Even if you do everything in your power to keep others involved, you may lose a few recruits. If someone is determined to end their involvement, let them go with thanks for their past efforts. Spending lots of time trying to cajole them to stay will only make you frustrated and them feel defensive.

If people aren’t free to leave something you’ve involved them in—no strings of guilt attached—then others won’t feel free to join you. Instead of involvement, you’ve created a form of coercion. Trust the process when a team member asks to opt out. Believe in an abundant world. There’s another fresh-faced recruit around every corner. Celebrate someone’s departure as we talked about earlier. Learn from them what made for the best aspects of their being involved with you in this work. What was most difficult? Take what you gather from these “exit interviews” and apply the lessons to the work ahead. If you focus on the benefits of having people involved, you’ll begin getting a good reputation in the organization or around town as someone people will want to get involved with.
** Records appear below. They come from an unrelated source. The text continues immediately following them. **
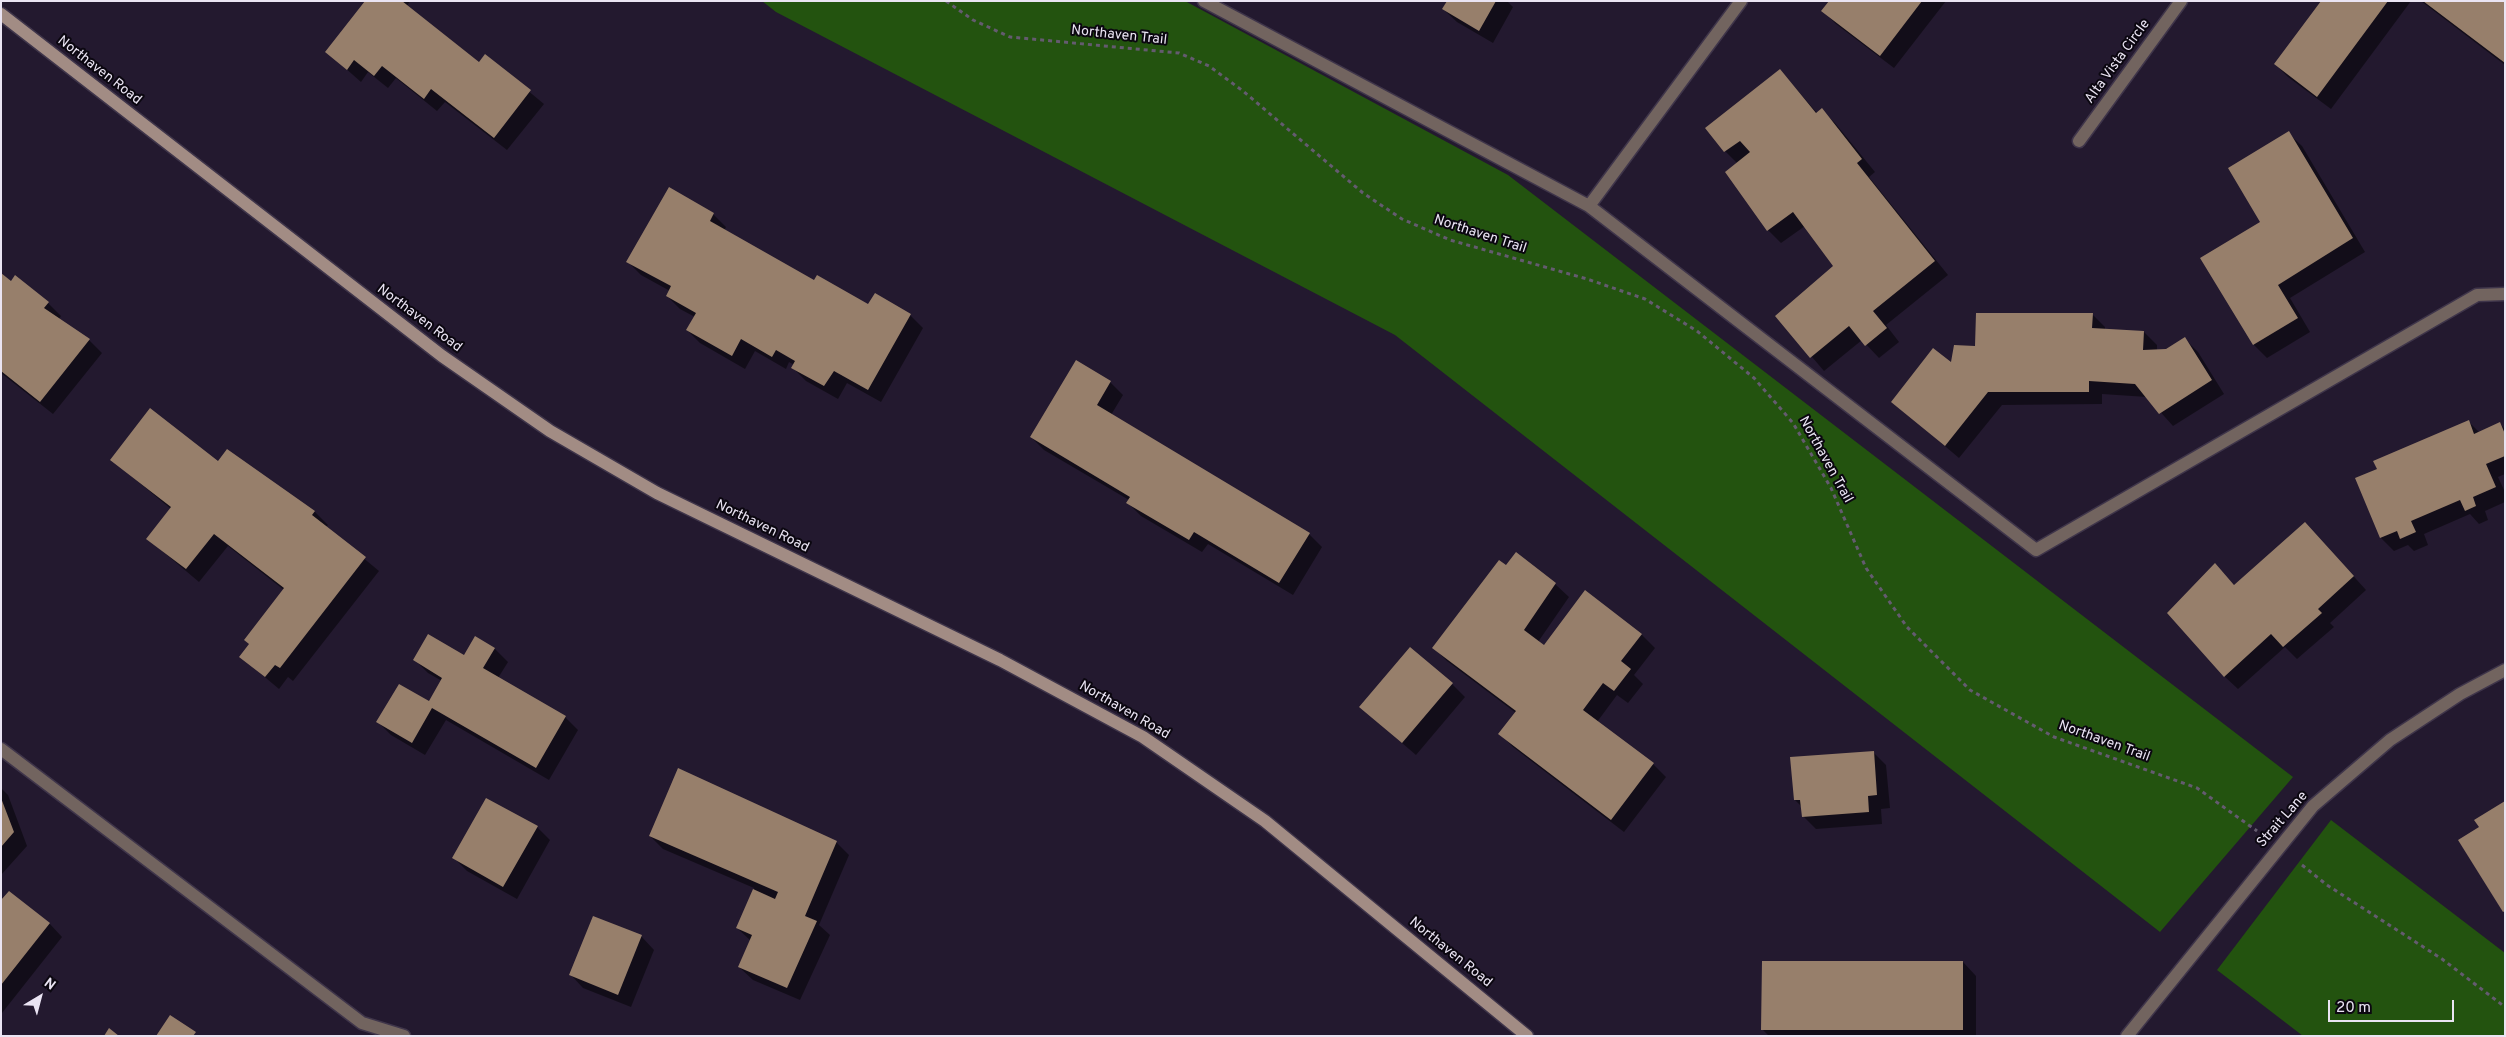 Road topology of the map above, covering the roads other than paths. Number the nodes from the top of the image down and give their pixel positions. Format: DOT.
graph roads {
  1 [pos="1204,1"];
  2 [pos="1741,1"];
  3 [pos="2181,1"];
  4 [pos="1,14"];
  5 [pos="2079,141"];
  6 [pos="1589,206"];
  7 [pos="2505,294"];
  8 [pos="2505,670"];
  9 [pos="1,749"];
  10 [pos="404,1036"];
  11 [pos="1527,1036"];
  12 [pos="2127,1036"];
  1 -- 6 [label="street"];
  2 -- 6 [label="street"];
  3 -- 5 [label="street, Alta Vista Circle"];
  4 -- 11 [label="street, Northaven Road"];
  6 -- 7 [label="street"];
  8 -- 12 [label="street, Strait Lane"];
  9 -- 10 [label="street"];
} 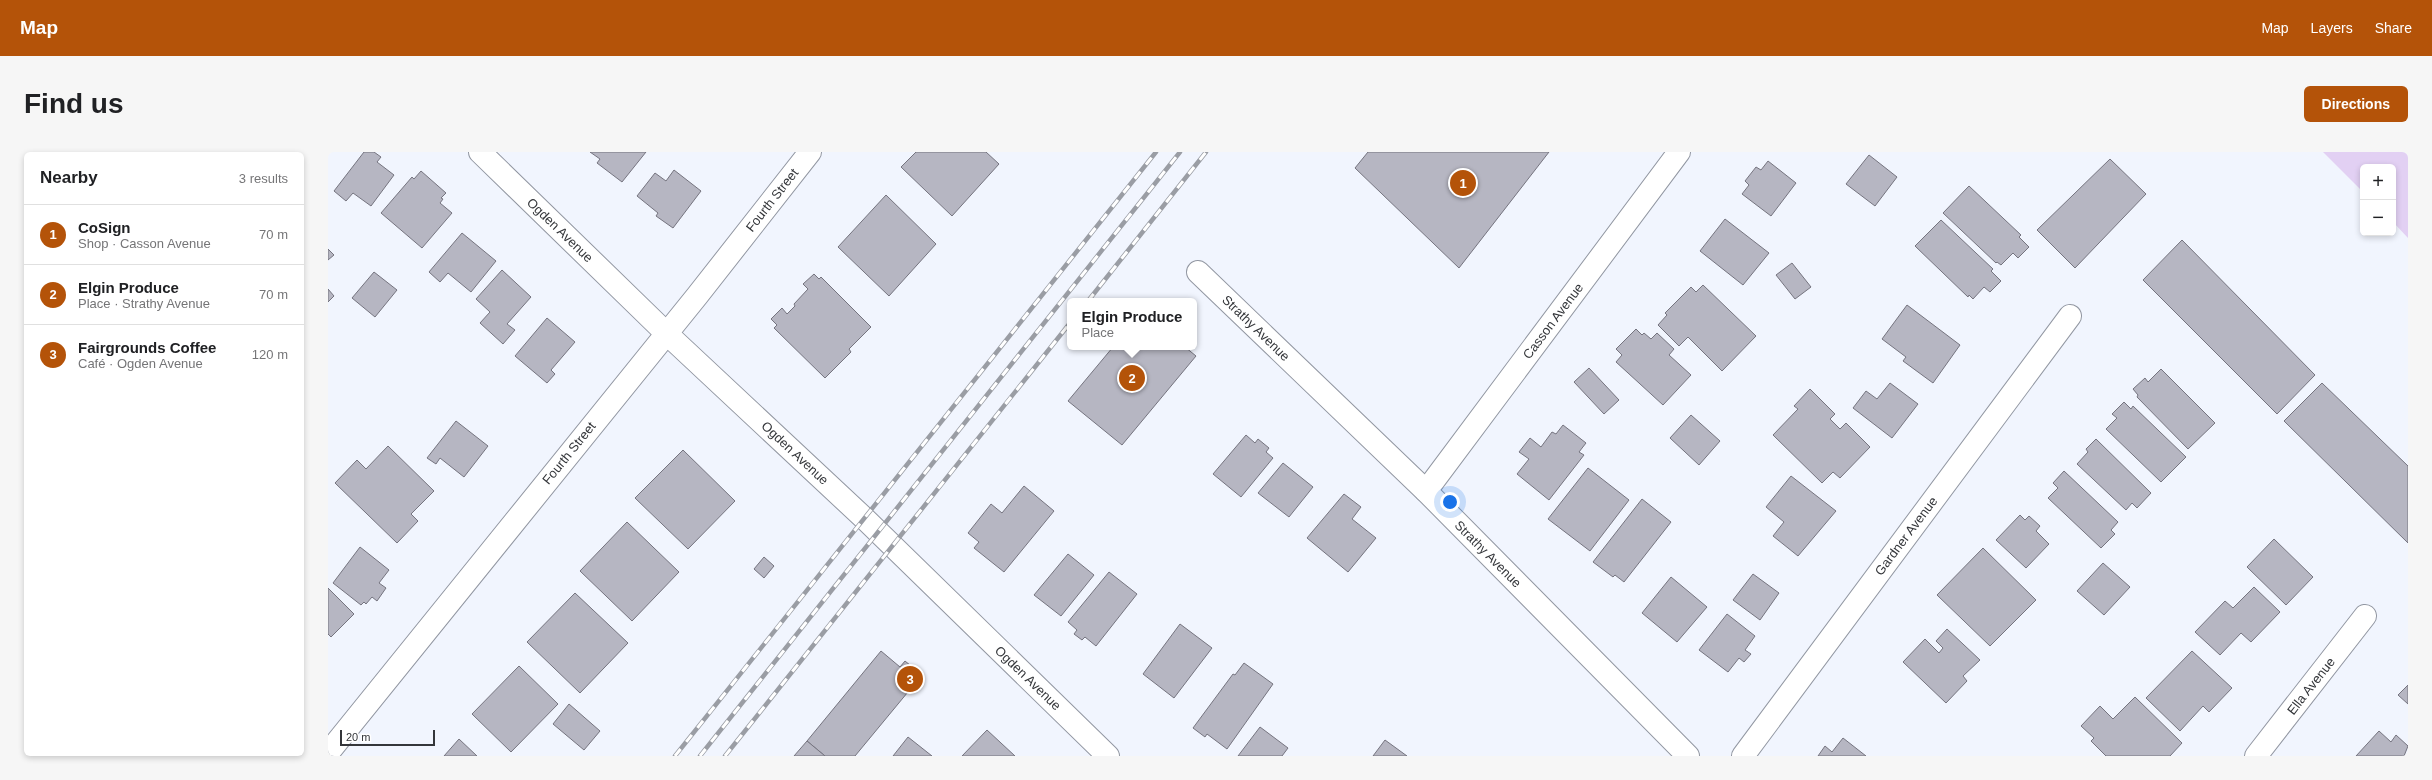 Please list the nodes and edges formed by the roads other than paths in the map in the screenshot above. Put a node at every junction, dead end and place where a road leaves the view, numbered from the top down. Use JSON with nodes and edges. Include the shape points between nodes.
{"nodes":[{"id":1,"x":480,"y":152,"type":"edge"},
{"id":2,"x":810,"y":152,"type":"edge"},
{"id":3,"x":1679,"y":152,"type":"edge"},
{"id":4,"x":1198,"y":272,"type":"dead end"},
{"id":5,"x":2070,"y":316,"type":"dead end"},
{"id":6,"x":666,"y":333,"type":"junction"},
{"id":7,"x":1426,"y":490,"type":"junction"},
{"id":8,"x":2365,"y":616,"type":"dead end"},
{"id":9,"x":328,"y":753,"type":"edge"},
{"id":10,"x":1108,"y":756,"type":"edge"},
{"id":11,"x":1688,"y":756,"type":"edge"},
{"id":12,"x":1743,"y":756,"type":"edge"},
{"id":13,"x":2256,"y":756,"type":"edge"}],
"edges":[{"from":1,"to":6,"type":"street","name":"Ogden Avenue"},
{"from":2,"to":6,"type":"street","name":"Fourth Street"},
{"from":3,"to":7,"type":"street","name":"Casson Avenue"},
{"from":4,"to":7,"type":"street","name":"Strathy Avenue"},
{"from":5,"to":12,"type":"street","name":"Gardner Avenue"},
{"from":6,"to":9,"type":"street","name":"Fourth Street"},
{"from":6,"to":10,"type":"street","name":"Ogden Avenue","via":[[866,520]]},
{"from":7,"to":11,"type":"street","name":"Strathy Avenue"},
{"from":8,"to":13,"type":"street","name":"Ella Avenue"}]} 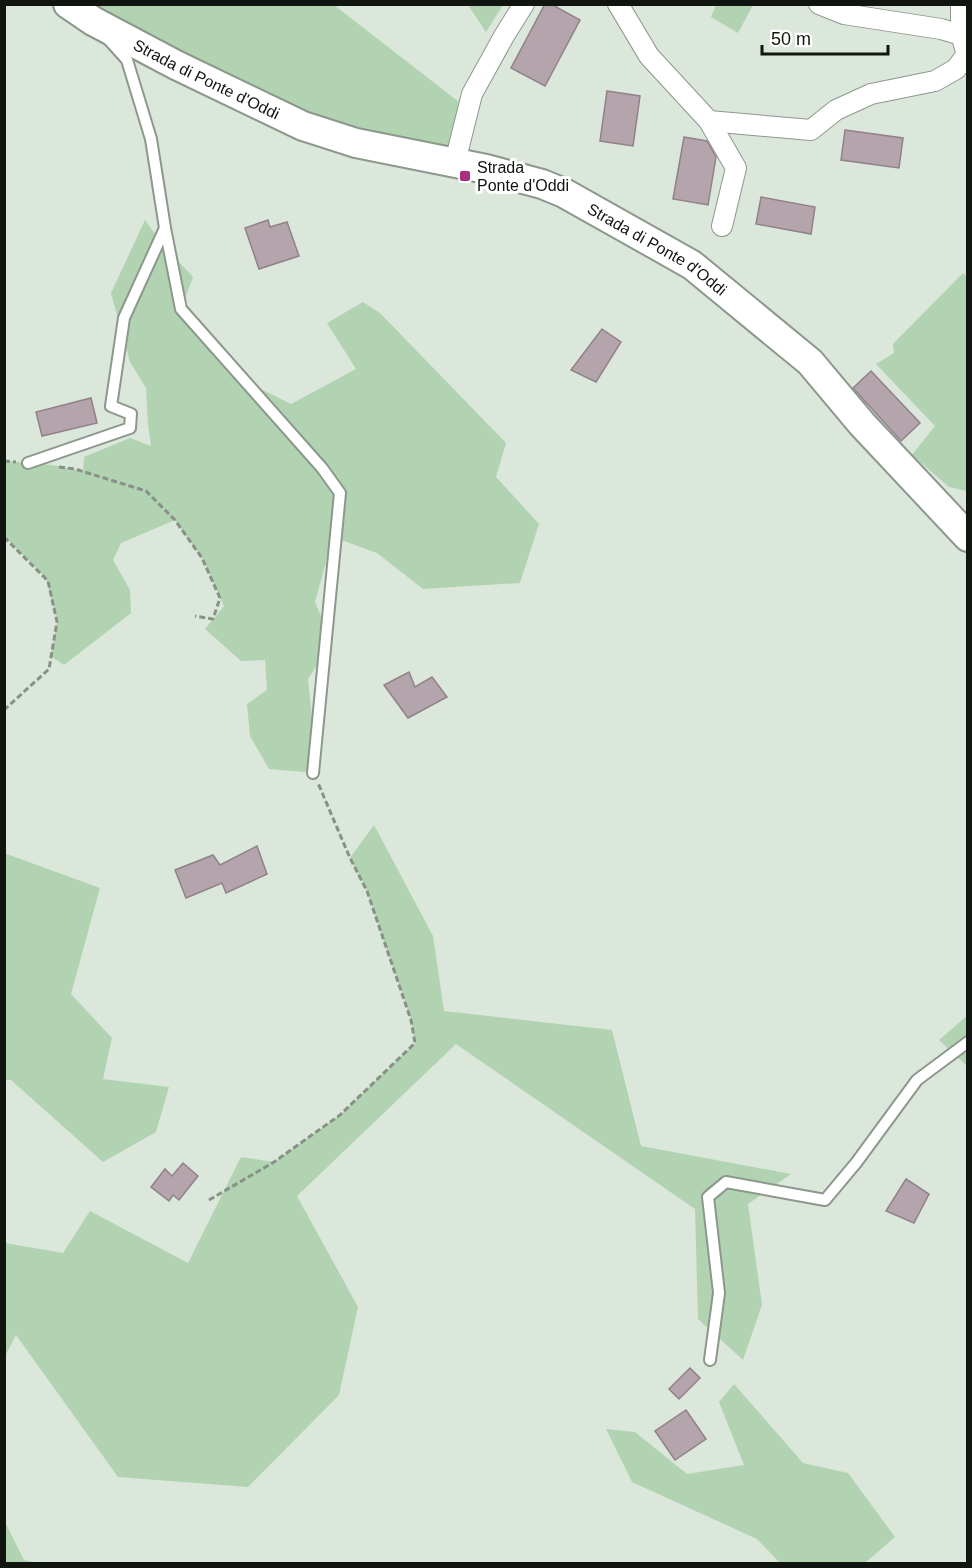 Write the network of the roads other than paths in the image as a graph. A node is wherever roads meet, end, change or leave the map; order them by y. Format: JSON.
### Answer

And that’s a great way to keep people involved.

Chapter Checklist

The best ways to keep people involved are:

  • Remind them why they got involved in the first place.
  • Keep those people involved over time that you need involved over time.
  • Support people so they want to stay involved.
  • Stay open to who stays involved (“troublemakers” can be your best friends).
  • Don’t worry if a few team members choose to opt out.